In the end, the crowd vows to continue to support him even if he hasn't done anything to improve their lives, praising them for standing by him "no matter what."
"It's like you found a finger in your chili, but you still eat the chili because you told everyone how much you love chili," Baldwin as Trump says.
Baldwin surprised viewers by turning up again later in the show with a brand new impression — embattled Fox News host O'Reilly, whose show has seen an exodus of advertisers following a report in the New York Times about past claims of sexual harassment.

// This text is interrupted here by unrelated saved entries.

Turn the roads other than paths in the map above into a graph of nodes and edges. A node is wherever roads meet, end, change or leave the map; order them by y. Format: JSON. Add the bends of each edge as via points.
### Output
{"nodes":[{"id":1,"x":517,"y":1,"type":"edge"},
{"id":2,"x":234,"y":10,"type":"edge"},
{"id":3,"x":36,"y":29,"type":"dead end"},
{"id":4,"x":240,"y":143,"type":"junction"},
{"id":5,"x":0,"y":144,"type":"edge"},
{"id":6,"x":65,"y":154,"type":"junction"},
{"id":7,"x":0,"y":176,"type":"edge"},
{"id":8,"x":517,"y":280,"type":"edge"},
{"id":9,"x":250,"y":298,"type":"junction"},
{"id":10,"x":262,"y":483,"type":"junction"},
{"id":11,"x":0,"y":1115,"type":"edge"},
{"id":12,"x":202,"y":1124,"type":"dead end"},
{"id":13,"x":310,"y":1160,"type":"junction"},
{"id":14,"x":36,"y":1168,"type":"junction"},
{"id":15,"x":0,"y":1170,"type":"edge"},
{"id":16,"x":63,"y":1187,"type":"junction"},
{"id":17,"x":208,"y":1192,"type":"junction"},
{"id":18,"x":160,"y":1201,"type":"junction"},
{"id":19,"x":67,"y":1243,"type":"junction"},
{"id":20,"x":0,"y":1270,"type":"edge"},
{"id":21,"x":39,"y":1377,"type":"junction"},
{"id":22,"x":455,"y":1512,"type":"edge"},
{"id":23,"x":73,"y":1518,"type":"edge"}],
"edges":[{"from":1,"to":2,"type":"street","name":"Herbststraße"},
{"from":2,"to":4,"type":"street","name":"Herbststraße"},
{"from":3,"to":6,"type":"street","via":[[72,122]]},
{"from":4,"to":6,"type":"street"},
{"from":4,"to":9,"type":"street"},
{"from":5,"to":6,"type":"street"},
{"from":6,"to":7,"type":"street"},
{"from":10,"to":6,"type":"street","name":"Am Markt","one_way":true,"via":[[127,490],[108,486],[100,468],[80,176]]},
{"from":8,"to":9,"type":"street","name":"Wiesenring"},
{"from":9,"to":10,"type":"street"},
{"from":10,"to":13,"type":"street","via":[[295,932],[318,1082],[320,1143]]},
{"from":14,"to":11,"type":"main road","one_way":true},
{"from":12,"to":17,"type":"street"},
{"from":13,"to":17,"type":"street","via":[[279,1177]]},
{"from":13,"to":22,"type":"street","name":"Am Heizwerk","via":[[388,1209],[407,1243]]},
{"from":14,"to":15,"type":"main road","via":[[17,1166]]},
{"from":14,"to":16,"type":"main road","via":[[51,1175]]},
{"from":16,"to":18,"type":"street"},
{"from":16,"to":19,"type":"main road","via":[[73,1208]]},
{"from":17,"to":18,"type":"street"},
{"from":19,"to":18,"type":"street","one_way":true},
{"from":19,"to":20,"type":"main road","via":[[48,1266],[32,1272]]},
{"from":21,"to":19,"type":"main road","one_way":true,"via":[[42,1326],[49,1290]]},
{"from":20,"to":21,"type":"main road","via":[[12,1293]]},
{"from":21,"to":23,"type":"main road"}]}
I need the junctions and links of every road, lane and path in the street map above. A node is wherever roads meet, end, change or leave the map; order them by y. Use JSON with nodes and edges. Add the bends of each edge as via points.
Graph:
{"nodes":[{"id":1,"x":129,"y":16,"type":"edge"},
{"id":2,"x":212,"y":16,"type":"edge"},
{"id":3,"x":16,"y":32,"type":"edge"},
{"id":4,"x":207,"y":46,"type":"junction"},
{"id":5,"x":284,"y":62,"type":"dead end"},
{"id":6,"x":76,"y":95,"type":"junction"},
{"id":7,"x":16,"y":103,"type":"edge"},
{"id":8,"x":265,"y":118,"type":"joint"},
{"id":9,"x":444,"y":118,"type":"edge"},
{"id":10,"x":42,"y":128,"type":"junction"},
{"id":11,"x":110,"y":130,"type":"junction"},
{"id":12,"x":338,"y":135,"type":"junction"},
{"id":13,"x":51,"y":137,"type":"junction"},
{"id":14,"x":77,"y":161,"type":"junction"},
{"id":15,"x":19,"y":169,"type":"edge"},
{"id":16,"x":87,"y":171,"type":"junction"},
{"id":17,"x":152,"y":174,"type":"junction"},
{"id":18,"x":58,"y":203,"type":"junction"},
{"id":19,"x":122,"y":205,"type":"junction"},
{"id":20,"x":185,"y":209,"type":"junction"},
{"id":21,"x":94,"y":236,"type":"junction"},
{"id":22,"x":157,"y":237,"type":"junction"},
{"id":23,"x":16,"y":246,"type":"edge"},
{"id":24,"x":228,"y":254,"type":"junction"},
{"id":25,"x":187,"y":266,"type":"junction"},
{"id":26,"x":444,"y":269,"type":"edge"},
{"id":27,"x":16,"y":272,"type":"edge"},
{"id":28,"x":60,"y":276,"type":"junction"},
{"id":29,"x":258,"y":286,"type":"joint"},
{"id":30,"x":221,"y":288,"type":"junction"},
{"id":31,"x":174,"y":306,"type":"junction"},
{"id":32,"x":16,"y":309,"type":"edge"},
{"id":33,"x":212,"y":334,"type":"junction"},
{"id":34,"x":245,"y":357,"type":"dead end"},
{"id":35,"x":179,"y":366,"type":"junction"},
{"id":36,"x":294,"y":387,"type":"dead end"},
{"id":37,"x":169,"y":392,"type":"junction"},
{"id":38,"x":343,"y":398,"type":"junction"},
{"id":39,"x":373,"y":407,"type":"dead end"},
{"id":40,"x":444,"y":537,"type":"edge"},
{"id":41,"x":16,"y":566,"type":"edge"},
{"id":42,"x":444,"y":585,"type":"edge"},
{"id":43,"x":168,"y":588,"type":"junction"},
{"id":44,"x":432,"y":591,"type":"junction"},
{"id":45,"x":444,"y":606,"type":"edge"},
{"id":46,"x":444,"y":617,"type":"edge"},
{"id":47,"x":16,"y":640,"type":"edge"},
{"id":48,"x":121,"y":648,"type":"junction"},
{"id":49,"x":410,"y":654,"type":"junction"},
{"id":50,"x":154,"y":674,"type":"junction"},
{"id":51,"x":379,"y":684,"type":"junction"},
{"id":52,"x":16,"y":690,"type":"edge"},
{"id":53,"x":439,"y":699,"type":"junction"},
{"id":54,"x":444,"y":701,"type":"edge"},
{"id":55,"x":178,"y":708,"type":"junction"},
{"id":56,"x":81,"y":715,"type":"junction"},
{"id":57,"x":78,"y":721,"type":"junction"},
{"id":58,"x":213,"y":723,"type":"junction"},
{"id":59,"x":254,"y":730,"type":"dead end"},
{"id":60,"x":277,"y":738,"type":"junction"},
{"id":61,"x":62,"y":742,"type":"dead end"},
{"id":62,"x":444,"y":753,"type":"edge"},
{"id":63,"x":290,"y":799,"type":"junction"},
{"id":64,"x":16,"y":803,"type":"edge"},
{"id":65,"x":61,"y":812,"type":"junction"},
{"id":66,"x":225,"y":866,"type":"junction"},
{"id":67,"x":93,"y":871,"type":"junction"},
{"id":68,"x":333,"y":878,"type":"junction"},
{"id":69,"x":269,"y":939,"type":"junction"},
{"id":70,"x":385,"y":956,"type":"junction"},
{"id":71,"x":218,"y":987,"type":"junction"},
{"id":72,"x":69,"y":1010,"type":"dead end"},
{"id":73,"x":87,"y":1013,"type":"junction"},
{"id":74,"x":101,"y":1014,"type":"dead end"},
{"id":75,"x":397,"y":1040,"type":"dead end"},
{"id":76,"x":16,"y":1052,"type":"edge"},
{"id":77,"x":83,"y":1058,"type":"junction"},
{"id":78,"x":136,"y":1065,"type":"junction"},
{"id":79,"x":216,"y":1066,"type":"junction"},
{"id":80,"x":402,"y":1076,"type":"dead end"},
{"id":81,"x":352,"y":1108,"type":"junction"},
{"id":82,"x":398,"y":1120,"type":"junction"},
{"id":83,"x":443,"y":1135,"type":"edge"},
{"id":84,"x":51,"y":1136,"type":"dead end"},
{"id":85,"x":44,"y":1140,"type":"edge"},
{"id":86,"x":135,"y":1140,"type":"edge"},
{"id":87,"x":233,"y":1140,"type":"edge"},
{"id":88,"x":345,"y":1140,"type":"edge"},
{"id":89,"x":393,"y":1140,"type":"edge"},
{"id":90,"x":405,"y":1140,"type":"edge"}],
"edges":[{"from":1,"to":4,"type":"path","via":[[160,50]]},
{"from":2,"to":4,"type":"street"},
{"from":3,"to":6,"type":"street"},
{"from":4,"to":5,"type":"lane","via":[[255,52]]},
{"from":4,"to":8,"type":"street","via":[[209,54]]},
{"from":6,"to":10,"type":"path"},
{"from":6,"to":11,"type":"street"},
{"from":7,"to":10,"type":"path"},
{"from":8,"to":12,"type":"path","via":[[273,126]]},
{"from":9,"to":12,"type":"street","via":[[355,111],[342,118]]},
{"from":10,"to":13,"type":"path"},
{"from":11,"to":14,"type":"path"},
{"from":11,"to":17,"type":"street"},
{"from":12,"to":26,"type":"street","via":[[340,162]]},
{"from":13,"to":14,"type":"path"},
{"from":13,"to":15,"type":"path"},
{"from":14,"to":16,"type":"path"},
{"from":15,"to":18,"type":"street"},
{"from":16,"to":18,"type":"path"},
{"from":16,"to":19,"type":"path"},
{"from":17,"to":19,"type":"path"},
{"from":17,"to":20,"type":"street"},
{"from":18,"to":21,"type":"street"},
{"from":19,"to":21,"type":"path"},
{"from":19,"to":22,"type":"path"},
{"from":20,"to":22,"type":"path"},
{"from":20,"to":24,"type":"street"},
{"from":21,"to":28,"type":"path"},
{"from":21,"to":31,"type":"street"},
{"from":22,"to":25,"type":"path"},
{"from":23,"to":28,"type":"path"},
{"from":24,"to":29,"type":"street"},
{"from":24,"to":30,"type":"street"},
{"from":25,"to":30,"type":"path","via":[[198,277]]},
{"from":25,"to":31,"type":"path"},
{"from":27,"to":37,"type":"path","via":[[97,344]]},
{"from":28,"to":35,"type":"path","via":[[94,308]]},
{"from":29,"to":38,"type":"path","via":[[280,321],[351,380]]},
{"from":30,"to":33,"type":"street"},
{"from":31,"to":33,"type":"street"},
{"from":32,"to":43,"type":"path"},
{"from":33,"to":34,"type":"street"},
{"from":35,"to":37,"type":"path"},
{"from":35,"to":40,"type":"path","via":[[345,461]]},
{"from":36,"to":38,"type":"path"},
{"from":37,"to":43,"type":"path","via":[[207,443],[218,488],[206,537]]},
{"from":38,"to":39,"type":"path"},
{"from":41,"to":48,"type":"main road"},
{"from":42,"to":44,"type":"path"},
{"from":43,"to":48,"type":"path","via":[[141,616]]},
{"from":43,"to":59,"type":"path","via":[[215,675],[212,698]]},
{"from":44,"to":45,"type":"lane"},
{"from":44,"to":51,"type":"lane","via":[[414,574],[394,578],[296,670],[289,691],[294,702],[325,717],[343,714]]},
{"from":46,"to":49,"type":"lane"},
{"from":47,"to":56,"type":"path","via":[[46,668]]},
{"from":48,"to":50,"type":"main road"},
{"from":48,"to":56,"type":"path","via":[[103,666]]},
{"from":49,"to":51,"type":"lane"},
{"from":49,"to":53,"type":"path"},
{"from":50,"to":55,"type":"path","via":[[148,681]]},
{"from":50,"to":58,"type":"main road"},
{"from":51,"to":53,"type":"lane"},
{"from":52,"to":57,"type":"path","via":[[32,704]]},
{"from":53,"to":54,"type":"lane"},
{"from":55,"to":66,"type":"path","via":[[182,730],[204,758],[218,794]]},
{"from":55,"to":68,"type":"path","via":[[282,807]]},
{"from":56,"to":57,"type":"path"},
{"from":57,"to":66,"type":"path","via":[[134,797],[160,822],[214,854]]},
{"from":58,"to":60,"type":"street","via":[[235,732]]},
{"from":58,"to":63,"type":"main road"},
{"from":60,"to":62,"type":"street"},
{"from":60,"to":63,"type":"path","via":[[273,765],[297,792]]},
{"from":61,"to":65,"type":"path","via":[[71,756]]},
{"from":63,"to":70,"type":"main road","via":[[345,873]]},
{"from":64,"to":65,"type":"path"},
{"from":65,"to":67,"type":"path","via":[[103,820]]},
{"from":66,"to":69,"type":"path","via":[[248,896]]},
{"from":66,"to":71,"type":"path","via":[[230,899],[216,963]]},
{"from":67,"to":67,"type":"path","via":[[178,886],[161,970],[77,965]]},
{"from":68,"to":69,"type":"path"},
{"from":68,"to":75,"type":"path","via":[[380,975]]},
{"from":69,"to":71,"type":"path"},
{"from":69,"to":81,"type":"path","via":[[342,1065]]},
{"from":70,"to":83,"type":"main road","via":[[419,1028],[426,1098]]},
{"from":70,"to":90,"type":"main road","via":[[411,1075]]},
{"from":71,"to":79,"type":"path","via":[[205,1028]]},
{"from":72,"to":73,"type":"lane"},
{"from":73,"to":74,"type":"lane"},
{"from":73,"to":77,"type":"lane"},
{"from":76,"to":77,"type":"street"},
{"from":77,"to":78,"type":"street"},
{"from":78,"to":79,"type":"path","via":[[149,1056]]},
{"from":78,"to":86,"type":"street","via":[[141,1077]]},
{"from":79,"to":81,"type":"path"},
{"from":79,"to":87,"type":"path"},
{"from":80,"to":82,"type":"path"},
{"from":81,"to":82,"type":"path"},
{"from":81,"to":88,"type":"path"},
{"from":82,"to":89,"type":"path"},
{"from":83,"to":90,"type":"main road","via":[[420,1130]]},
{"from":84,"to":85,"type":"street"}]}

Baldwin's O'Reilly struggles to find a female correspondent willing to appear with him after "many women have come forward and accused me of offering them exciting opportunities here at Fox."
Instead O'Reilly brings on President Trump, also played by Baldwin using a pre-recording on a split-screen.
Baldwin's Trump is there to defend O'Reilly. The real President Trump defended the real Fox host this week.
When Baldwin's O'Reilly asks the president what he is basing his defense on, Baldwin as Trump replies it was a "hunch, just a loose hunch."
"Thank you for promoting sexual assault awareness month," Baldwin as O'Reilly says.
"It's a subject that's near and dear to my hand," Baldwin's Trump replies, eliciting groans from the show's studio audience.